[Saved data entries]

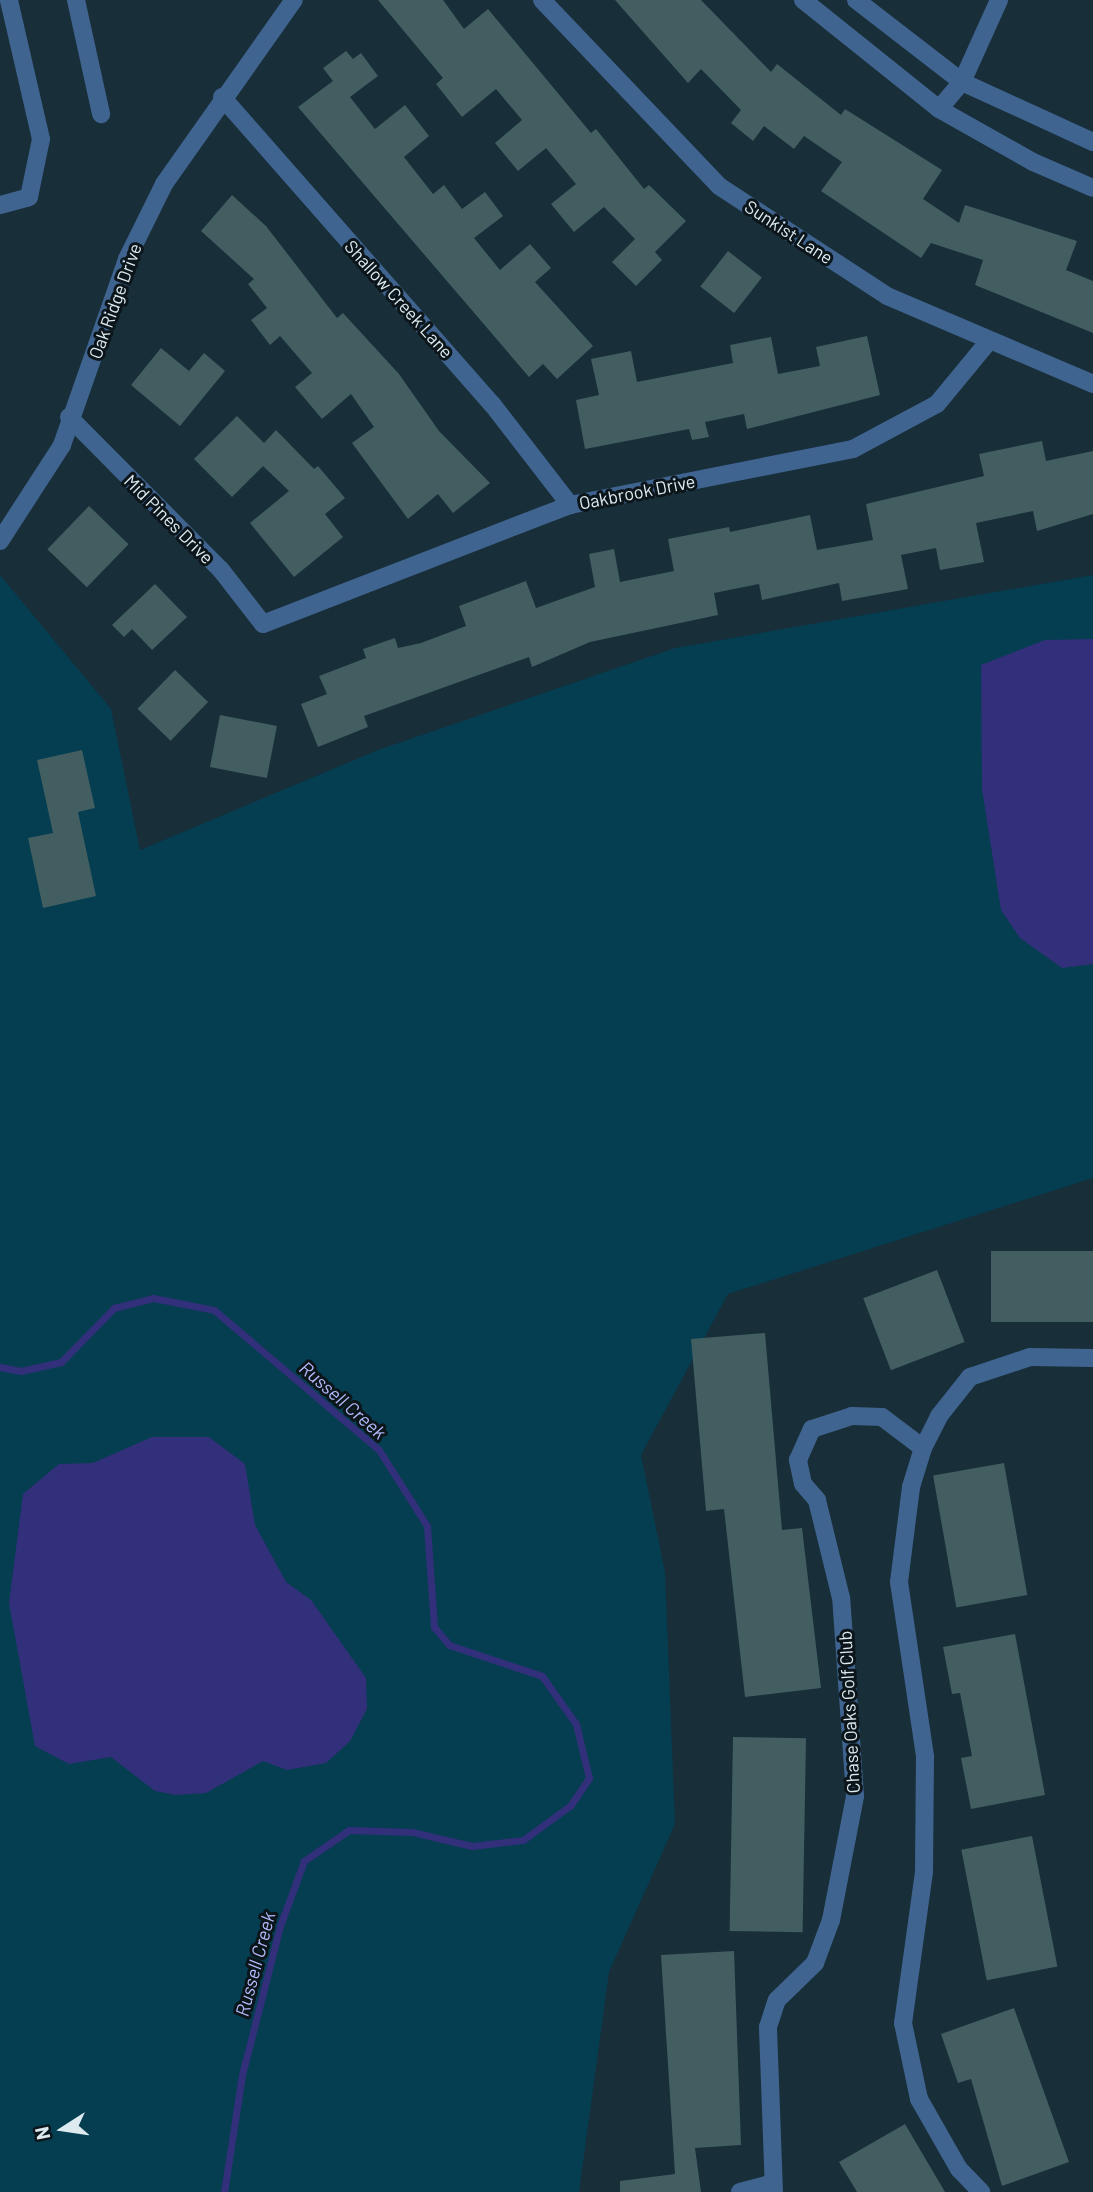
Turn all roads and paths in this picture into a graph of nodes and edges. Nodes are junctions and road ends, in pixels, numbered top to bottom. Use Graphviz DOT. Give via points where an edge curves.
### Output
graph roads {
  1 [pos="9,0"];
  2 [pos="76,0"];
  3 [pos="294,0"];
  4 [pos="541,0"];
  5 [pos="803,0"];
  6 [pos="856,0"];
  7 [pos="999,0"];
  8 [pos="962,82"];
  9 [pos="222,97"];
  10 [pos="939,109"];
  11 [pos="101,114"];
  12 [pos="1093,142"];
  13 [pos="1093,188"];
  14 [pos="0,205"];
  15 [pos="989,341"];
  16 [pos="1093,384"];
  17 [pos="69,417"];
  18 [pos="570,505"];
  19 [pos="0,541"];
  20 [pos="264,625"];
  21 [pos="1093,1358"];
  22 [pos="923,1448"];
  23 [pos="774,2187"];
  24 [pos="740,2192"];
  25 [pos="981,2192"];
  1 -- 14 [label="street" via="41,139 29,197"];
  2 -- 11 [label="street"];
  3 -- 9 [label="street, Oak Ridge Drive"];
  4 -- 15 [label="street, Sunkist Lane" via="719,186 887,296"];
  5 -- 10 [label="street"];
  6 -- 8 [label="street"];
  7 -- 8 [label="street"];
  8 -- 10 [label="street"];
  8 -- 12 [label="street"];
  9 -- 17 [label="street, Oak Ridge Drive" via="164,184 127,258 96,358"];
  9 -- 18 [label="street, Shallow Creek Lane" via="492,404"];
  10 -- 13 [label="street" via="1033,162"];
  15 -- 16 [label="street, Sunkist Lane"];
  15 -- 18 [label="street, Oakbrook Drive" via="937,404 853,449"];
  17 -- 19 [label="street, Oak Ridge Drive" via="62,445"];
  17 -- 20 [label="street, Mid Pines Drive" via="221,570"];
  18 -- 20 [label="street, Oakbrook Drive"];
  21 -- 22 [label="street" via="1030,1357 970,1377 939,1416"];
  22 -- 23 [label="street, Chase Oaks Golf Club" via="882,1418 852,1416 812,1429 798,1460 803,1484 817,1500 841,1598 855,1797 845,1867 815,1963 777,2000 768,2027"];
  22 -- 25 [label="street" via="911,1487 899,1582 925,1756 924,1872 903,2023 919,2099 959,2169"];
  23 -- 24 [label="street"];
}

» What the task requires
Nothing but the lines with "Ridge" should be returned, copied from the entries above.

» Problem solution
  3 -- 9 [label="street, Oak Ridge Drive"];
  9 -- 17 [label="street, Oak Ridge Drive" via="164,184 127,258 96,358"];
  17 -- 19 [label="street, Oak Ridge Drive" via="62,445"];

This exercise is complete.